Segment Start: Data supplied

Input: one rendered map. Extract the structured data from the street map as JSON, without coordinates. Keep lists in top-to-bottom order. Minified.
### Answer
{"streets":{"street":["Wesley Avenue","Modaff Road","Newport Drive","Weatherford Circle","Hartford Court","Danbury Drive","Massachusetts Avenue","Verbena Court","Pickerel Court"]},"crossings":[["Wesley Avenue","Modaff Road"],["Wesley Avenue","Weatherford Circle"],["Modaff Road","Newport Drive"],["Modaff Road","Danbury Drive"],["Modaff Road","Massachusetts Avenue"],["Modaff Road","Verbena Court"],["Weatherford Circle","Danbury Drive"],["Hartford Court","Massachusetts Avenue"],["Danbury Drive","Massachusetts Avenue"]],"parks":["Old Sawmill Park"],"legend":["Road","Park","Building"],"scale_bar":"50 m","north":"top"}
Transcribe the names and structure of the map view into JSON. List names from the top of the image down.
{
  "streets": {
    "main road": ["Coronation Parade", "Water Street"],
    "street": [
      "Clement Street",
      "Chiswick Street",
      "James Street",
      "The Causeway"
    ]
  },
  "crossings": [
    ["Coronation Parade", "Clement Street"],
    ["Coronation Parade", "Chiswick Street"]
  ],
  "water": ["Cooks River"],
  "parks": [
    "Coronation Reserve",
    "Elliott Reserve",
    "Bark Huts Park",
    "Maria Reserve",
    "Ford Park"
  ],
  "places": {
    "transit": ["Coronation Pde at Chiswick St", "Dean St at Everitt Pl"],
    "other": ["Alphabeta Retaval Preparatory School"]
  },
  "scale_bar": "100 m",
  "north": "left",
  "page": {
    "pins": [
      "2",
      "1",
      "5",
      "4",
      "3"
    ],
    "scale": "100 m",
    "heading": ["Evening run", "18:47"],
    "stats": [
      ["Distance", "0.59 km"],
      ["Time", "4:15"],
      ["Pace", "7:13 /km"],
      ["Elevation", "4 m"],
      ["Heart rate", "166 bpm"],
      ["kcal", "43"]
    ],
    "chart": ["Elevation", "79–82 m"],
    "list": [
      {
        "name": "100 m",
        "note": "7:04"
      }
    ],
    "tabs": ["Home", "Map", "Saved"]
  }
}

Segment End: Data supplied

▸ What is needed: All that is wanted is the number of lines in the records that include the string "Chiswick".

▸ Result for this exercise: 3